Stored data

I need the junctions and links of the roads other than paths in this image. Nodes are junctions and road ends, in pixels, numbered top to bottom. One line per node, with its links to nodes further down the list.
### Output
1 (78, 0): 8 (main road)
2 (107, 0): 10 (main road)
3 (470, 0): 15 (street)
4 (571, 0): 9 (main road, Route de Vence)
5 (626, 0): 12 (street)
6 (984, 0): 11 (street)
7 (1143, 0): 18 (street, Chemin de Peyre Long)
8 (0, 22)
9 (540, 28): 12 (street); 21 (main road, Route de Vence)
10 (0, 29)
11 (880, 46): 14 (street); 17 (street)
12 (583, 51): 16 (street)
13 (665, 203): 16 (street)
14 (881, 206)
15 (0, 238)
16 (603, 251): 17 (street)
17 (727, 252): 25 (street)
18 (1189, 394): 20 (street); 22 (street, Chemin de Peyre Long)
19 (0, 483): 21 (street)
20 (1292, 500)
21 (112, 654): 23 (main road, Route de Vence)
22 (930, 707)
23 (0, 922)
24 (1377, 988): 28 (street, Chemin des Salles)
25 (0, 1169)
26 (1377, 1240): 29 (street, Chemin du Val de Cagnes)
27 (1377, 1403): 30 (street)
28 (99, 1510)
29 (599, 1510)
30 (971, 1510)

Task item = Transcribe all entries exactly as they are given.

Task answer =
I need the junctions and links of the roads other than paths in this image. Nodes are junctions and road ends, in pixels, numbered top to bottom. One line per node, with its links to nodes further down the list.
### Output
1 (78, 0): 8 (main road)
2 (107, 0): 10 (main road)
3 (470, 0): 15 (street)
4 (571, 0): 9 (main road, Route de Vence)
5 (626, 0): 12 (street)
6 (984, 0): 11 (street)
7 (1143, 0): 18 (street, Chemin de Peyre Long)
8 (0, 22)
9 (540, 28): 12 (street); 21 (main road, Route de Vence)
10 (0, 29)
11 (880, 46): 14 (street); 17 (street)
12 (583, 51): 16 (street)
13 (665, 203): 16 (street)
14 (881, 206)
15 (0, 238)
16 (603, 251): 17 (street)
17 (727, 252): 25 (street)
18 (1189, 394): 20 (street); 22 (street, Chemin de Peyre Long)
19 (0, 483): 21 (street)
20 (1292, 500)
21 (112, 654): 23 (main road, Route de Vence)
22 (930, 707)
23 (0, 922)
24 (1377, 988): 28 (street, Chemin des Salles)
25 (0, 1169)
26 (1377, 1240): 29 (street, Chemin du Val de Cagnes)
27 (1377, 1403): 30 (street)
28 (99, 1510)
29 (599, 1510)
30 (971, 1510)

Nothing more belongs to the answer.